[[ Input data, beginning ]]

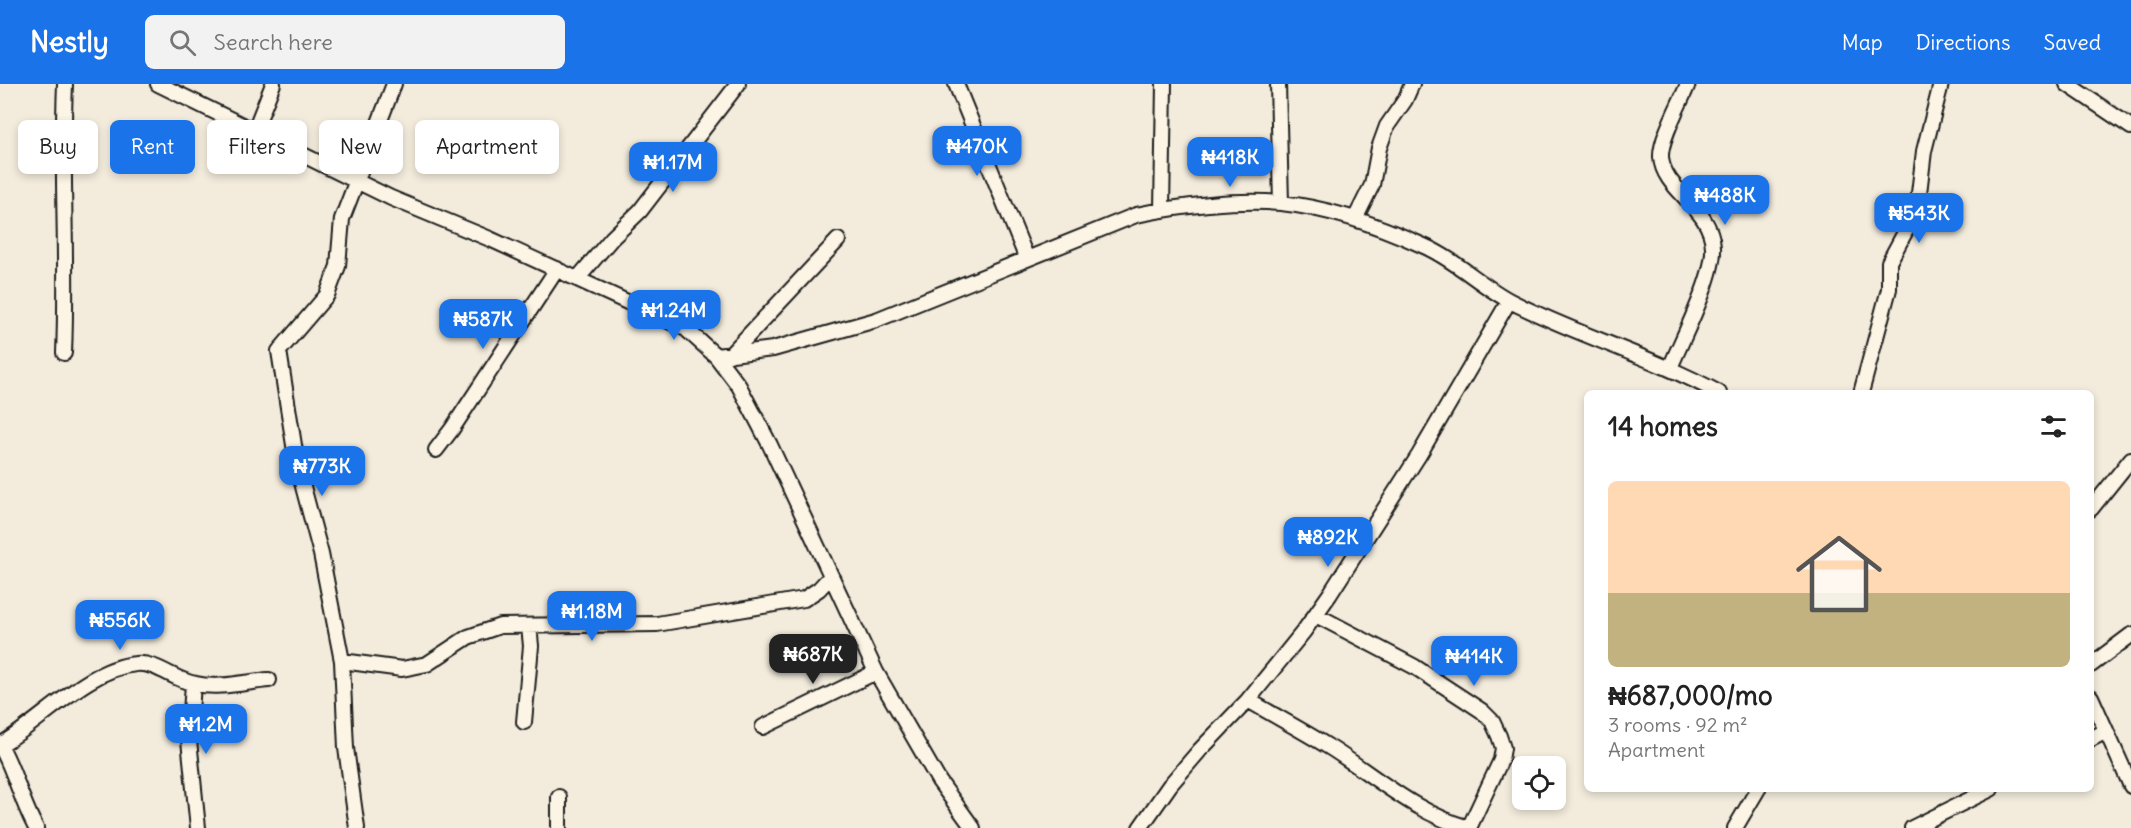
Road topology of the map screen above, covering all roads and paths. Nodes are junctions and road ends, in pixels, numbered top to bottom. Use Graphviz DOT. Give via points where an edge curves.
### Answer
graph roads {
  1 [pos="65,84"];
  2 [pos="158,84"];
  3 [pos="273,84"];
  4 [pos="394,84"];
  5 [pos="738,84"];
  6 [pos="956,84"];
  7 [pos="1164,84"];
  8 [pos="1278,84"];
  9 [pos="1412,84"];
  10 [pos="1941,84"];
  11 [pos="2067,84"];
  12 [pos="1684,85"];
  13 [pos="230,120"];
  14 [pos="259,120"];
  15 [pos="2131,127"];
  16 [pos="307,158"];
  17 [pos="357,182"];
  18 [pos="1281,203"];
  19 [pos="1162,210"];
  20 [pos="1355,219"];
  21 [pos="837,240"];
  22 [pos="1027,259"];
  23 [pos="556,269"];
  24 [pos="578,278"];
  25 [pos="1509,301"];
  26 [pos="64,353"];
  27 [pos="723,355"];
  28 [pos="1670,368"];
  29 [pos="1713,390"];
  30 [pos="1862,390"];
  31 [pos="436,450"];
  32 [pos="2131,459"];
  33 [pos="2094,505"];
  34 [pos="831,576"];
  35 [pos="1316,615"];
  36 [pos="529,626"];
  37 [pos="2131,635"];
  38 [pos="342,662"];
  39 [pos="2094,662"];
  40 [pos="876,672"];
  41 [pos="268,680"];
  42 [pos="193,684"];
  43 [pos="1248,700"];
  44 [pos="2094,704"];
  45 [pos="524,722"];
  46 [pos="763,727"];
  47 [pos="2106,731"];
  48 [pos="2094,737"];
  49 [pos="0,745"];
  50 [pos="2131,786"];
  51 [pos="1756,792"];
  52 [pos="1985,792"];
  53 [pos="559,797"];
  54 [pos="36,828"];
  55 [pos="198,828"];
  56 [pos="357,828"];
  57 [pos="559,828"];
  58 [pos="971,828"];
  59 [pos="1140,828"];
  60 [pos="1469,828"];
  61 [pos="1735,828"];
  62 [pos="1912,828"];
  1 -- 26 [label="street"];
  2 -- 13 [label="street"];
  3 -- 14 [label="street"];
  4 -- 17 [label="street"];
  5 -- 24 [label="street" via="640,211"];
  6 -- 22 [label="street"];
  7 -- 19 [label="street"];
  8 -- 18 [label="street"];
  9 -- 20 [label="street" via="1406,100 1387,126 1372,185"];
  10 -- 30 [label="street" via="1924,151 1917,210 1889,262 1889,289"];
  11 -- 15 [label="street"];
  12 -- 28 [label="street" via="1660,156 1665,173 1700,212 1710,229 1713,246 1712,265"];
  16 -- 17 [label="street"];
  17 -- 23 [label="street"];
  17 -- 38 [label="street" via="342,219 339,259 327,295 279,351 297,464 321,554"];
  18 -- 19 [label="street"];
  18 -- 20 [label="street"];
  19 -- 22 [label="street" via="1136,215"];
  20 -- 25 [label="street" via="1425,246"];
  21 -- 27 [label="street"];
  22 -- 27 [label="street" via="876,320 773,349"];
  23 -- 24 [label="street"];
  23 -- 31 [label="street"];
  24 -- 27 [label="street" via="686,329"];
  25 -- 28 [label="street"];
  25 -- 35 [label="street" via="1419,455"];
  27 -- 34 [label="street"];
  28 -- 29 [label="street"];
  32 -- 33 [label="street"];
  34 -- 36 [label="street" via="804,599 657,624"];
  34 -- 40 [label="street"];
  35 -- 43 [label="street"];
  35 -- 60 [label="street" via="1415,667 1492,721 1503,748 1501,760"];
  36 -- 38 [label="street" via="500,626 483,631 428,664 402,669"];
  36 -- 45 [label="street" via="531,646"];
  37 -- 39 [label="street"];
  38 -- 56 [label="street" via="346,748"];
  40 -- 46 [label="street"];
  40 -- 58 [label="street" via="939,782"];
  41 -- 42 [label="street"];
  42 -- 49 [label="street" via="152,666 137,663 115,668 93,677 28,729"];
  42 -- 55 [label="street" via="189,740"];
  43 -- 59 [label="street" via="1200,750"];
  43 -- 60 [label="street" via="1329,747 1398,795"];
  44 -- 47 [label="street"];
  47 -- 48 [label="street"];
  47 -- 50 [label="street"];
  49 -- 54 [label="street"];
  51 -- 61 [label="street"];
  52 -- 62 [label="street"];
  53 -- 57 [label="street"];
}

[[ Input data, end ]]

• Exercise objective:
Work out how many lines in the listing contain "roads", then write down that number and nothing else.

• Task answer:
2